Se in Brianza, seppur con tutte le criticità sottolineate dai vari relatori in campo, l’accoglienza è, a tutti gli effetti, un indice positivo anche economicamente parlando, a parlare dell’Europa è Marco Cilento, visor CES. «Il dibattito sulla questione dei flussi migratori, in Europa è inquinato, le burocrazie e l’ottica intergovernativa di gestione sono in conflitto e anche l’Europa è bloccata da tante paure». Per esempio, racconta Cilento, la Romania ha privatizzato il lavoro di accoglienza e questo non aiuta a far uscire dall’irregolarità. L’Europa deve imparare a distinguere meglio le due fasi: gli sbarchi che necessitano di un’azione immediata, e la successiva gestione politica dell’immigrato. Un esempio chiaro sono le leggi sull’immigrazione degli Stati che non aiutano la reale integrazione. Parlando con gli imprenditori Cilento ha notato la titubanza a metterli anche solo in prova. Perché se un immigrato viene preso per uno stage di 6 mesi, anche se dovesse risultare bravo, lo stato non garantisce che potrà rimanere o se sarà spostato. «In Svezia e Germania- continua il visor CES- vengono date più garanzie, a cui l’Italia dovrebbe ispirarsi».
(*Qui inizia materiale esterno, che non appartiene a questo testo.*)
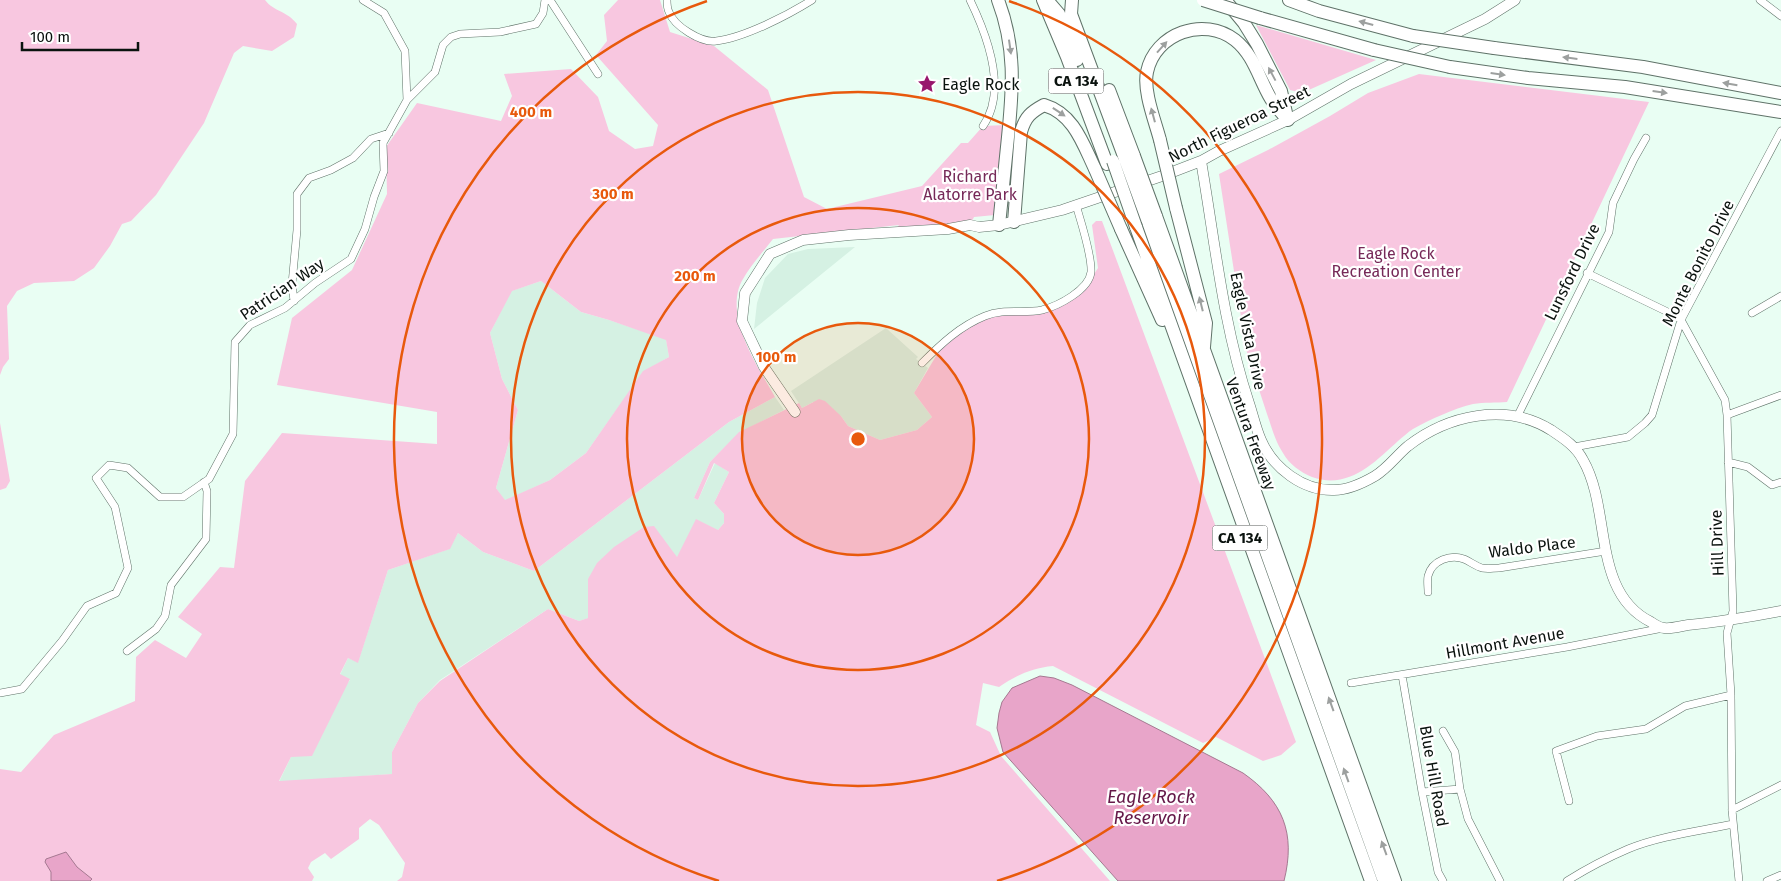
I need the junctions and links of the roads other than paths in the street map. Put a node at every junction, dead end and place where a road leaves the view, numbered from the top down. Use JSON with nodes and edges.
{"nodes":[{"id":1,"x":363,"y":0,"type":"edge"},
{"id":2,"x":545,"y":0,"type":"edge"},
{"id":3,"x":550,"y":0,"type":"edge"},
{"id":4,"x":667,"y":0,"type":"edge"},
{"id":5,"x":812,"y":0,"type":"edge"},
{"id":6,"x":970,"y":0,"type":"edge"},
{"id":7,"x":998,"y":0,"type":"edge"},
{"id":8,"x":1042,"y":0,"type":"edge"},
{"id":9,"x":1047,"y":0,"type":"edge"},
{"id":10,"x":1072,"y":0,"type":"edge"},
{"id":11,"x":1203,"y":0,"type":"edge"},
{"id":12,"x":1225,"y":0,"type":"edge"},
{"id":13,"x":1289,"y":0,"type":"edge"},
{"id":14,"x":1516,"y":0,"type":"edge"},
{"id":15,"x":1760,"y":0,"type":"edge"},
{"id":16,"x":1781,"y":16,"type":"edge"},
{"id":17,"x":598,"y":74,"type":"dead end"},
{"id":18,"x":1780,"y":93,"type":"edge"},
{"id":19,"x":407,"y":100,"type":"junction"},
{"id":20,"x":1775,"y":111,"type":"edge"},
{"id":21,"x":1288,"y":120,"type":"junction"},
{"id":22,"x":983,"y":126,"type":"dead end"},
{"id":23,"x":1781,"y":131,"type":"edge"},
{"id":24,"x":389,"y":133,"type":"junction"},
{"id":25,"x":1646,"y":138,"type":"dead end"},
{"id":26,"x":1120,"y":160,"type":"junction"},
{"id":27,"x":1201,"y":161,"type":"junction"},
{"id":28,"x":1076,"y":205,"type":"junction"},
{"id":29,"x":1151,"y":218,"type":"junction"},
{"id":30,"x":1014,"y":222,"type":"junction"},
{"id":31,"x":999,"y":225,"type":"junction"},
{"id":32,"x":1129,"y":228,"type":"junction"},
{"id":33,"x":1588,"y":273,"type":"junction"},
{"id":34,"x":1781,"y":296,"type":"edge"},
{"id":35,"x":294,"y":301,"type":"junction"},
{"id":36,"x":1752,"y":313,"type":"dead end"},
{"id":37,"x":1681,"y":320,"type":"junction"},
{"id":38,"x":1204,"y":352,"type":"junction"},
{"id":39,"x":922,"y":363,"type":"dead end"},
{"id":40,"x":1781,"y":395,"type":"edge"},
{"id":41,"x":795,"y":412,"type":"dead end"},
{"id":42,"x":1727,"y":415,"type":"junction"},
{"id":43,"x":1516,"y":417,"type":"junction"},
{"id":44,"x":1574,"y":447,"type":"junction"},
{"id":45,"x":1728,"y":462,"type":"junction"},
{"id":46,"x":204,"y":482,"type":"junction"},
{"id":47,"x":1781,"y":482,"type":"edge"},
{"id":48,"x":1606,"y":551,"type":"junction"},
{"id":49,"x":1428,"y":592,"type":"dead end"},
{"id":50,"x":1781,"y":611,"type":"edge"},
{"id":51,"x":1730,"y":620,"type":"junction"},
{"id":52,"x":1664,"y":628,"type":"junction"},
{"id":53,"x":127,"y":651,"type":"dead end"},
{"id":54,"x":1402,"y":674,"type":"junction"},
{"id":55,"x":1351,"y":683,"type":"dead end"},
{"id":56,"x":0,"y":693,"type":"edge"},
{"id":57,"x":1731,"y":694,"type":"junction"},
{"id":58,"x":1443,"y":731,"type":"dead end"},
{"id":59,"x":1781,"y":786,"type":"edge"},
{"id":60,"x":1460,"y":789,"type":"junction"},
{"id":61,"x":1422,"y":792,"type":"junction"},
{"id":62,"x":1569,"y":801,"type":"dead end"},
{"id":63,"x":1732,"y":810,"type":"junction"},
{"id":64,"x":1367,"y":818,"type":"junction"},
{"id":65,"x":1734,"y":824,"type":"junction"},
{"id":66,"x":1354,"y":846,"type":"junction"},
{"id":67,"x":1781,"y":875,"type":"edge"},
{"id":68,"x":1362,"y":881,"type":"edge"},
{"id":69,"x":1371,"y":881,"type":"edge"},
{"id":70,"x":1384,"y":881,"type":"edge"},
{"id":71,"x":1395,"y":881,"type":"edge"},
{"id":72,"x":1443,"y":881,"type":"edge"},
{"id":73,"x":1500,"y":881,"type":"edge"},
{"id":74,"x":1566,"y":881,"type":"edge"},
{"id":75,"x":1739,"y":881,"type":"edge"},
{"id":76,"x":1767,"y":881,"type":"edge"}],
"edges":[{"from":1,"to":19,"type":"street"},
{"from":2,"to":19,"type":"street"},
{"from":3,"to":17,"type":"street"},
{"from":4,"to":5,"type":"street"},
{"from":6,"to":22,"type":"street"},
{"from":7,"to":31,"type":"highway","one_way":true},
{"from":8,"to":26,"type":"highway","name":"Ventura Freeway","number":"CA 134"},
{"from":9,"to":26,"type":"highway"},
{"from":10,"to":26,"type":"highway","name":"Ventura Freeway","number":"CA 134"},
{"from":11,"to":20,"type":"highway","one_way":true,"bridge":true},
{"from":21,"to":12,"type":"highway","one_way":true},
{"from":18,"to":13,"type":"highway","one_way":true,"bridge":true},
{"from":14,"to":21,"type":"street","name":"North Figueroa Street"},
{"from":15,"to":16,"type":"street"},
{"from":19,"to":24,"type":"street","name":"Patrician Way"},
{"from":21,"to":27,"type":"street","name":"North Figueroa Street"},
{"from":38,"to":21,"type":"highway","one_way":true,"bridge":true},
{"from":23,"to":37,"type":"street","name":"Monte Bonito Drive"},
{"from":24,"to":35,"type":"street","name":"Patrician Way"},
{"from":24,"to":35,"type":"street"},
{"from":25,"to":33,"type":"street","name":"Lunsford Drive"},
{"from":26,"to":29,"type":"highway","name":"Ventura Freeway","number":"CA 134","bridge":true},
{"from":26,"to":32,"type":"highway","name":"Ventura Freeway","number":"CA 134"},
{"from":27,"to":28,"type":"street","name":"North Figueroa Street"},
{"from":27,"to":43,"type":"street","name":"Eagle Vista Drive"},
{"from":28,"to":30,"type":"street","name":"North Figueroa Street"},
{"from":28,"to":39,"type":"street"},
{"from":29,"to":38,"type":"highway","name":"Ventura Freeway","number":"CA 134"},
{"from":64,"to":29,"type":"highway","one_way":true},
{"from":30,"to":31,"type":"street","name":"North Figueroa Street"},
{"from":30,"to":32,"type":"highway","one_way":true,"bridge":true},
{"from":31,"to":41,"type":"street","name":"North Figueroa Street"},
{"from":32,"to":66,"type":"highway"},
{"from":32,"to":66,"type":"highway","number":"CA 134"},
{"from":33,"to":37,"type":"street"},
{"from":33,"to":43,"type":"street","name":"Lunsford Drive"},
{"from":34,"to":36,"type":"street"},
{"from":35,"to":46,"type":"street","name":"Patrician Way"},
{"from":37,"to":42,"type":"street","name":"Hill Drive"},
{"from":37,"to":44,"type":"street","name":"Monte Bonito Drive"},
{"from":64,"to":38,"type":"highway","name":"Ventura Freeway","number":"CA 134","one_way":true},
{"from":40,"to":42,"type":"street"},
{"from":42,"to":45,"type":"street","name":"Hill Drive"},
{"from":43,"to":44,"type":"street","name":"Eagle Vista Drive"},
{"from":44,"to":48,"type":"street","name":"Eagle Vista Drive"},
{"from":45,"to":47,"type":"street"},
{"from":45,"to":51,"type":"street","name":"Hill Drive"},
{"from":46,"to":53,"type":"street"},
{"from":46,"to":56,"type":"street","name":"Patrician Way"},
{"from":48,"to":49,"type":"street","name":"Waldo Place"},
{"from":48,"to":52,"type":"street","name":"Eagle Vista Drive"},
{"from":50,"to":51,"type":"street"},
{"from":51,"to":52,"type":"street"},
{"from":51,"to":57,"type":"street","name":"Hill Drive"},
{"from":52,"to":54,"type":"street","name":"Hillmont Avenue"},
{"from":54,"to":55,"type":"street","name":"Hillmont Avenue"},
{"from":54,"to":61,"type":"street","name":"Blue Hill Road"},
{"from":57,"to":62,"type":"street"},
{"from":57,"to":63,"type":"street","name":"Hill Drive"},
{"from":58,"to":60,"type":"street"},
{"from":59,"to":63,"type":"street"},
{"from":60,"to":61,"type":"street"},
{"from":60,"to":73,"type":"street"},
{"from":61,"to":72,"type":"street","name":"Blue Hill Road"},
{"from":63,"to":65,"type":"street","name":"Hill Drive"},
{"from":64,"to":70,"type":"highway"},
{"from":71,"to":64,"type":"highway","name":"Ventura Freeway","number":"CA 134","one_way":true},
{"from":65,"to":74,"type":"street"},
{"from":65,"to":75,"type":"street","name":"Hill Drive"},
{"from":66,"to":68,"type":"highway","number":"CA 134"},
{"from":66,"to":69,"type":"highway"},
{"from":67,"to":76,"type":"street"}]}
La paura è soprattutto la loro

Oltre ai numeri, alle statistiche, agli interventi socio-sanitari, ci può essere un altro modo per “scacciare la paura”. Lo racconta Roberto D’Alessio – rappresentante di RTI Bonvena -, che mette in conto anche le fragilità degli immigrati che, in Italia, provengono da ben 52 paesi diversi. Persone che non sempre riescono ad essere informate. «L’esperienza nuova dei nostri operatori è offrire servizi, parlando due lingue ed essendo disponibili 24h su 24h. Può una persona per trovare un lavoro andare a casa d’altri? C’è un metro quadro di questa provincia che non sia di un Comune? Non è anche questo “spostarsi”? Dobbiamo interrogarci nel profondo».